The curators claim it is the most “comprehensive presentation of digital creativity ever staged in the UK”. Certainly a bold claim and the show is ambitious in scope, across 14 different rooms including everything from games to music, filmmaking, design, fashion and art in a dynamic celebration of digital culture.
So what did the show deliver? And how can it help an agency like Unity who do brave and bold work in the digital world?
For such a forward-thinking show it was surprising to see Digital Revolution opened with a historical perspective. The Digital Archeology room showed the history of digital culture, from early computers to the very first version of Tim Berners-Lee’s world wide web.
A highlights was the history of videogames though. This allowed visitors to rifle through a treasure trove of classics. From Pac-Man and Pong, to a wander down memory lane with Lara Croft in Tomb Raider right through to Angry Birds.
The exhibit then moves on to a space dedicated to the more recent trend of user-created content and interactive web art. Chris Mil and Aaron Koblin’s Johnny Cash Project inspired. It allows participants to create a drawing that is then digitally woven into a collective tribute to his song “Ain’t No Grave”. The project was inspired by the song’s central lyric and represents Cash’s continued existence even after his death.

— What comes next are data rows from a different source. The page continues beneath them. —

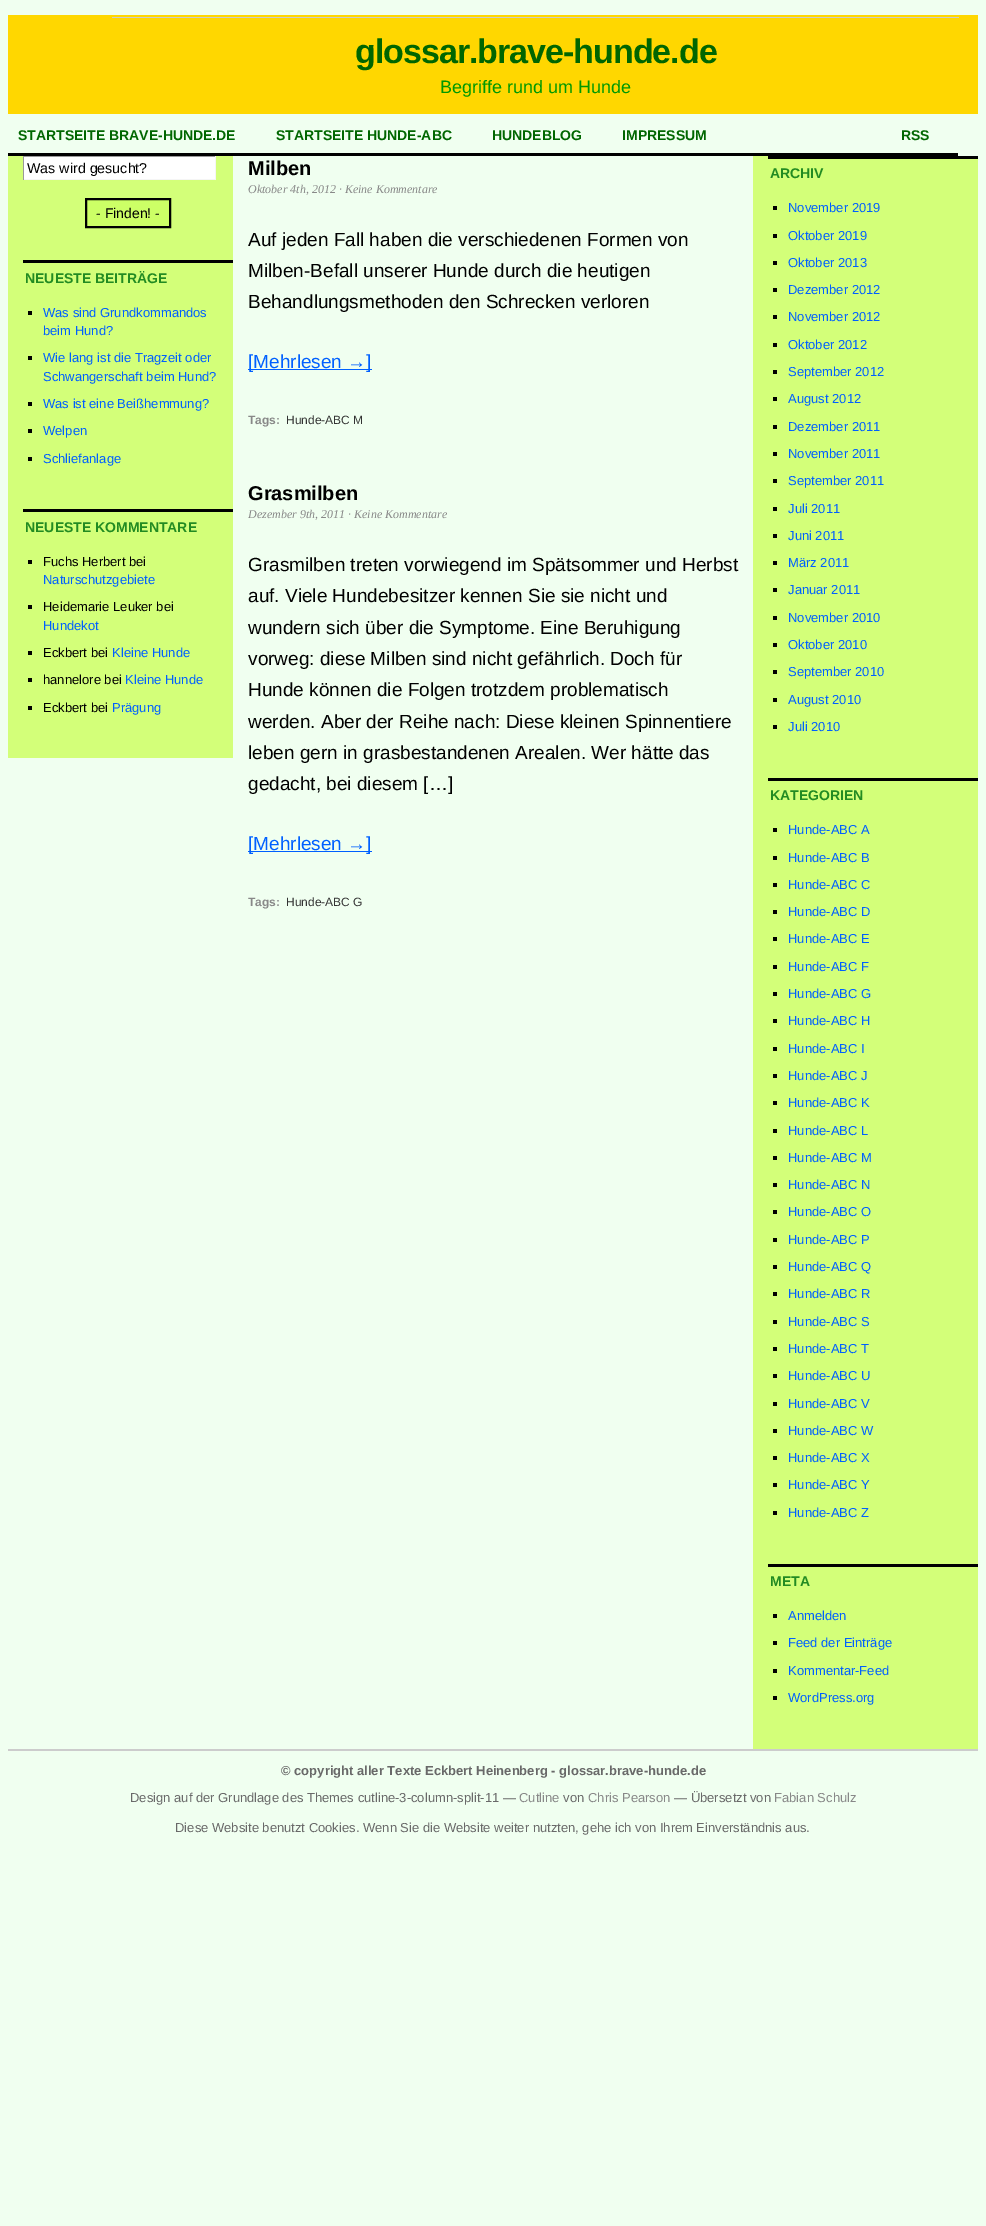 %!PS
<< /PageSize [986 2226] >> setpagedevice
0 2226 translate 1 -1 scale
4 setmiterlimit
0.941 1 0.941 setrgbcolor
0 0 986 2226 rectfill
1 0.843 0 setrgbcolor
8 15 970 99 rectfill
0.8 setgray
112 17 847 1 rectfill
/LiberationSans-Bold [34 0 0 -34 0 0] selectfont
0 0.4 0 setrgbcolor
355 63 moveto -1 0 (glossar.brave-hunde.de) ashow
/LiberationSans-Regular [18 0 0 -18 0 0] selectfont
0 0.6 0 setrgbcolor
440 93 moveto (Begriffe rund um Hunde) show
0 setgray
8 153 950 3 rectfill
/LiberationSans-Bold [14 0 0 -14 0 0] selectfont
0 0.4 0 setrgbcolor
18 140 moveto (STARTSEITE BRAVE-HUNDE.DE) show
276 140 moveto (STARTSEITE HUNDE-ABC) show
492 140 moveto (HUNDEBLOG) show
622 140 moveto (IMPRESSUM) show
901 140 moveto (RSS) show
0.827 1 0.475 setrgbcolor
8 156 225 602 rectfill
1 setgray
24 157 191 22 rectfill
0.6 setgray
23 156 193 1 rectfill
0.961 setgray
215 156 1 24 rectfill
23 179 193 1 rectfill
0.6 setgray
23 156 1 24 rectfill
/LiberationSans-Regular [14.25 0 0 -14.25 0 0] selectfont
0 setgray
27 173 moveto (Was wird gesucht?) show
0.8 1 0.4 setrgbcolor
newpath 86 199 moveto 170 199 lineto 170 227 lineto 86 227 lineto closepath gsave fill grestore
0 setgray
2 setlinewidth
stroke
/LiberationSans-Regular [14 0 0 -14 0 0] selectfont
96 218 moveto (- Finden! -) show
23 260 210 3 rectfill
/LiberationSans-Bold [14 0 0 -14 0 0] selectfont
0.133 0.545 0.133 setrgbcolor
25 283 moveto (NEUESTE BEITRÄGE) show
0 setgray
28 311 4 4 rectfill
/LiberationSans-Regular [13 0 0 -13 0 0] selectfont
0 0.376 1 setrgbcolor
43 317 moveto (Was sind Grundkommandos) show
43 335 moveto (beim Hund?) show
0 setgray
28 356 4 4 rectfill
0 0.376 1 setrgbcolor
43 362 moveto (Wie lang ist die Tragzeit oder) show
43 381 moveto (Schwangerschaft beim Hund?) show
0 setgray
28 402 4 4 rectfill
0 0.376 1 setrgbcolor
43 408 moveto (Was ist eine Beißhemmung?) show
0 setgray
28 429 4 4 rectfill
0 0.376 1 setrgbcolor
43 435 moveto (Welpen) show
0 setgray
28 457 4 4 rectfill
0 0.376 1 setrgbcolor
43 463 moveto (Schliefanlage) show
0 setgray
23 509 210 3 rectfill
/LiberationSans-Bold [14 0 0 -14 0 0] selectfont
0.133 0.545 0.133 setrgbcolor
25 532 moveto (NEUESTE KOMMENTARE) show
0 setgray
28 560 4 4 rectfill
/LiberationSans-Regular [13 0 0 -13 0 0] selectfont
43 566 moveto (Fuchs Herbert bei) show
0 0.376 1 setrgbcolor
43 584 moveto (Naturschutzgebiete) show
0 setgray
28 605 4 4 rectfill
43 611 moveto (Heidemarie Leuker bei) show
0 0.376 1 setrgbcolor
43 630 moveto (Hundekot) show
0 setgray
28 651 4 4 rectfill
43 657 moveto (Eckbert bei) show
0 0.376 1 setrgbcolor
112 657 moveto (Kleine Hunde) show
0 setgray
28 678 4 4 rectfill
43 684 moveto (hannelore bei) show
0 0.376 1 setrgbcolor
125 684 moveto (Kleine Hunde) show
0 setgray
28 706 4 4 rectfill
43 712 moveto (Eckbert bei) show
0 0.376 1 setrgbcolor
112 712 moveto (Prägung) show
/LiberationSans-Bold [20 0 0 -20 0 0] selectfont
0 setgray
248 175 moveto (Milben) show
/LiberationSerif-Italic [12 0 0 -12 0 0] selectfont
0.533 setgray
248 193 moveto (Oktober 4th, 2012 · Keine Kommentare) show
/LiberationSans-Regular [19 0 0 -19 0 0] selectfont
0 setgray
248 246 moveto (Auf jeden Fall haben die verschiedenen Formen von) show
248 277 moveto (Milben-Befall unserer Hunde durch die heutigen) show
248 308 moveto (Behandlungsmethoden den Schrecken verloren) show
0 0.376 1 setrgbcolor
248 369 124 1 rectfill
248 368 moveto ([Mehrlesen →]) show
/LiberationSans-Bold [12 0 0 -12 0 0] selectfont
0.533 setgray
248 424 moveto (Tags:) show
/LiberationSans-Regular [12 0 0 -12 0 0] selectfont
0.2 setgray
286 424 moveto (Hunde-ABC M) show
/LiberationSans-Bold [20 0 0 -20 0 0] selectfont
0 setgray
248 500 moveto (Grasmilben) show
/LiberationSerif-Italic [12 0 0 -12 0 0] selectfont
0.533 setgray
248 518 moveto (Dezember 9th, 2011 · Keine Kommentare) show
/LiberationSans-Regular [19 0 0 -19 0 0] selectfont
0 setgray
248 571 moveto (Grasmilben treten vorwiegend im Spätsommer und Herbst) show
248 602 moveto (auf. Viele Hundebesitzer kennen Sie sie nicht und) show
248 634 moveto (wundern sich über die Symptome. Eine Beruhigung) show
248 665 moveto (vorweg: diese Milben sind nicht gefährlich. Doch für) show
248 696 moveto (Hunde können die Folgen trotzdem problematisch) show
248 728 moveto (werden. Aber der Reihe nach: Diese kleinen Spinnentiere) show
248 759 moveto (leben gern in grasbestandenen Arealen. Wer hätte das) show
248 790 moveto (gedacht, bei diesem […]) show
0 0.376 1 setrgbcolor
248 851 124 1 rectfill
248 850 moveto ([Mehrlesen →]) show
/LiberationSans-Bold [12 0 0 -12 0 0] selectfont
0.533 setgray
248 906 moveto (Tags:) show
/LiberationSans-Regular [12 0 0 -12 0 0] selectfont
0.2 setgray
286 906 moveto (Hunde-ABC G) show
0.827 1 0.475 setrgbcolor
753 156 225 1593 rectfill
0 setgray
768 156 210 3 rectfill
/LiberationSans-Bold [14 0 0 -14 0 0] selectfont
0.133 0.545 0.133 setrgbcolor
770 178 moveto (ARCHIV) show
0 setgray
773 206 4 4 rectfill
/LiberationSans-Regular [13 0 0 -13 0 0] selectfont
0 0.376 1 setrgbcolor
788 212 moveto (November 2019) show
0 setgray
773 234 4 4 rectfill
0 0.376 1 setrgbcolor
788 240 moveto (Oktober 2019) show
0 setgray
773 261 4 4 rectfill
0 0.376 1 setrgbcolor
788 267 moveto (Oktober 2013) show
0 setgray
773 288 4 4 rectfill
0 0.376 1 setrgbcolor
788 294 moveto (Dezember 2012) show
0 setgray
773 315 4 4 rectfill
0 0.376 1 setrgbcolor
788 321 moveto (November 2012) show
0 setgray
773 343 4 4 rectfill
0 0.376 1 setrgbcolor
788 349 moveto (Oktober 2012) show
0 setgray
773 370 4 4 rectfill
0 0.376 1 setrgbcolor
788 376 moveto (September 2012) show
0 setgray
773 397 4 4 rectfill
0 0.376 1 setrgbcolor
788 403 moveto (August 2012) show
0 setgray
773 425 4 4 rectfill
0 0.376 1 setrgbcolor
788 431 moveto (Dezember 2011) show
0 setgray
773 452 4 4 rectfill
0 0.376 1 setrgbcolor
788 458 moveto (November 2011) show
0 setgray
773 479 4 4 rectfill
0 0.376 1 setrgbcolor
788 485 moveto (September 2011) show
0 setgray
773 507 4 4 rectfill
0 0.376 1 setrgbcolor
788 513 moveto (Juli 2011) show
0 setgray
773 534 4 4 rectfill
0 0.376 1 setrgbcolor
788 540 moveto (Juni 2011) show
0 setgray
773 561 4 4 rectfill
0 0.376 1 setrgbcolor
788 567 moveto (März 2011) show
0 setgray
773 588 4 4 rectfill
0 0.376 1 setrgbcolor
788 594 moveto (Januar 2011) show
0 setgray
773 616 4 4 rectfill
0 0.376 1 setrgbcolor
788 622 moveto (November 2010) show
0 setgray
773 643 4 4 rectfill
0 0.376 1 setrgbcolor
788 649 moveto (Oktober 2010) show
0 setgray
773 670 4 4 rectfill
0 0.376 1 setrgbcolor
788 676 moveto (September 2010) show
0 setgray
773 698 4 4 rectfill
0 0.376 1 setrgbcolor
788 704 moveto (August 2010) show
0 setgray
773 725 4 4 rectfill
0 0.376 1 setrgbcolor
788 731 moveto (Juli 2010) show
0 setgray
768 778 210 3 rectfill
/LiberationSans-Bold [14 0 0 -14 0 0] selectfont
0.133 0.545 0.133 setrgbcolor
770 800 moveto (KATEGORIEN) show
0 setgray
773 828 4 4 rectfill
/LiberationSans-Regular [13 0 0 -13 0 0] selectfont
0 0.376 1 setrgbcolor
788 834 moveto (Hunde-ABC A) show
0 setgray
773 856 4 4 rectfill
0 0.376 1 setrgbcolor
788 862 moveto (Hunde-ABC B) show
0 setgray
773 883 4 4 rectfill
0 0.376 1 setrgbcolor
788 889 moveto (Hunde-ABC C) show
0 setgray
773 910 4 4 rectfill
0 0.376 1 setrgbcolor
788 916 moveto (Hunde-ABC D) show
0 setgray
773 937 4 4 rectfill
0 0.376 1 setrgbcolor
788 943 moveto (Hunde-ABC E) show
0 setgray
773 965 4 4 rectfill
0 0.376 1 setrgbcolor
788 971 moveto (Hunde-ABC F) show
0 setgray
773 992 4 4 rectfill
0 0.376 1 setrgbcolor
788 998 moveto (Hunde-ABC G) show
0 setgray
773 1019 4 4 rectfill
0 0.376 1 setrgbcolor
788 1025 moveto (Hunde-ABC H) show
0 setgray
773 1047 4 4 rectfill
0 0.376 1 setrgbcolor
788 1053 moveto (Hunde-ABC I) show
0 setgray
773 1074 4 4 rectfill
0 0.376 1 setrgbcolor
788 1080 moveto (Hunde-ABC J) show
0 setgray
773 1101 4 4 rectfill
0 0.376 1 setrgbcolor
788 1107 moveto (Hunde-ABC K) show
0 setgray
773 1129 4 4 rectfill
0 0.376 1 setrgbcolor
788 1135 moveto (Hunde-ABC L) show
0 setgray
773 1156 4 4 rectfill
0 0.376 1 setrgbcolor
788 1162 moveto (Hunde-ABC M) show
0 setgray
773 1183 4 4 rectfill
0 0.376 1 setrgbcolor
788 1189 moveto (Hunde-ABC N) show
0 setgray
773 1210 4 4 rectfill
0 0.376 1 setrgbcolor
788 1216 moveto (Hunde-ABC O) show
0 setgray
773 1238 4 4 rectfill
0 0.376 1 setrgbcolor
788 1244 moveto (Hunde-ABC P) show
0 setgray
773 1265 4 4 rectfill
0 0.376 1 setrgbcolor
788 1271 moveto (Hunde-ABC Q) show
0 setgray
773 1292 4 4 rectfill
0 0.376 1 setrgbcolor
788 1298 moveto (Hunde-ABC R) show
0 setgray
773 1320 4 4 rectfill
0 0.376 1 setrgbcolor
788 1326 moveto (Hunde-ABC S) show
0 setgray
773 1347 4 4 rectfill
0 0.376 1 setrgbcolor
788 1353 moveto (Hunde-ABC T) show
0 setgray
773 1374 4 4 rectfill
0 0.376 1 setrgbcolor
788 1380 moveto (Hunde-ABC U) show
0 setgray
773 1402 4 4 rectfill
0 0.376 1 setrgbcolor
788 1408 moveto (Hunde-ABC V) show
0 setgray
773 1429 4 4 rectfill
0 0.376 1 setrgbcolor
788 1435 moveto (Hunde-ABC W) show
0 setgray
773 1456 4 4 rectfill
0 0.376 1 setrgbcolor
788 1462 moveto (Hunde-ABC X) show
0 setgray
773 1483 4 4 rectfill
0 0.376 1 setrgbcolor
788 1489 moveto (Hunde-ABC Y) show
0 setgray
773 1511 4 4 rectfill
0 0.376 1 setrgbcolor
788 1517 moveto (Hunde-ABC Z) show
0 setgray
768 1564 210 3 rectfill
/LiberationSans-Bold [14 0 0 -14 0 0] selectfont
0.133 0.545 0.133 setrgbcolor
770 1586 moveto (META) show
0 setgray
773 1614 4 4 rectfill
/LiberationSans-Regular [13 0 0 -13 0 0] selectfont
0 0.376 1 setrgbcolor
788 1620 moveto (Anmelden) show
0 setgray
773 1641 4 4 rectfill
0 0.376 1 setrgbcolor
788 1647 moveto (Feed der Einträge) show
0 setgray
773 1669 4 4 rectfill
0 0.376 1 setrgbcolor
788 1675 moveto (Kommentar-Feed) show
0 setgray
773 1696 4 4 rectfill
0 0.376 1 setrgbcolor
788 1702 moveto (WordPress.org) show
0.8 setgray
8 1749 970 2 rectfill
/LiberationSans-Bold [13 0 0 -13 0 0] selectfont
0.412 setgray
281 1775 moveto (© copyright aller Texte Eckbert Heinenberg - glossar.brave-hunde.de) show
/LiberationSans-Regular [13 0 0 -13 0 0] selectfont
130 1802 moveto (Design auf der Grundlage des Themes cutline-3-column-split-11 —) show
0.533 setgray
519 1802 moveto (Cutline) show
0.412 setgray
563 1802 moveto (von) show
0.533 setgray
588 1802 moveto (Chris Pearson) show
0.412 setgray
674 1802 moveto (— Übersetzt von) show
0.533 setgray
774 1802 moveto (Fabian Schulz) show
0.412 setgray
175 1832 moveto (Diese Website benutzt Cookies. Wenn Sie die Website weiter nutzten, gehe ich von Ihrem Einverständnis aus.) show
showpage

There’s a big focus on visual effects throughout – it was great to see the spectacle of Jurassic Park in a different context, reliving the classic and then gtaking in interactive walk-through’s of more recent films such as Inception and Gravity.
It was particularly heartening to see so much love lavished on the UK’s flourishing indie gaming scene, featuring innovations in design from eye-tracking technology to wearable tech from Brit designers like CuteCircuit and The Unseen.
Pyramidi is one of the most memraoble pieces. It’s a collaboration between Will.I.Am and sound artist Yuri Suzuki. The piece is an enormous (and slightly frightening) six-foot floating Egyptian-style head. It sings a new track, composed specifically for the exhibition. It is performed by a trio of robotic instruments – a drum kit, piano and a guitar. A mind-blowing, high-tech, riff on a one-man band. Brilliant.
In The Barbican’s Pit Theatre a piece from London-based artist Usman Haque had people queuing up to have a play. It allowed visitors to manipulate beams of light formed in clouds of smoking using gestures.
Our favourite piece was The Treasury of The Sanctuary – a stunning visual arts piece in which your movement is transformed into a flock of animated birds. Lifted the spirits and captured our imagination, one that stays with you.
The show is ambitious, remarkable and feels distinctly British too. Perhaps there’s too much to see and do in one-visit, but we certainly came away both impressed by the breadth of digital creativity out there and inspired to develop our thinking, our digital offering and reimagine what’s possible.
The Unity Field Trip programme sees members of staff attending the best new shows, exhibitions, and happenings around the UK. Keeping our ear to the ground means our thinking, campaigns and communications stays fresh. We love to get inspired!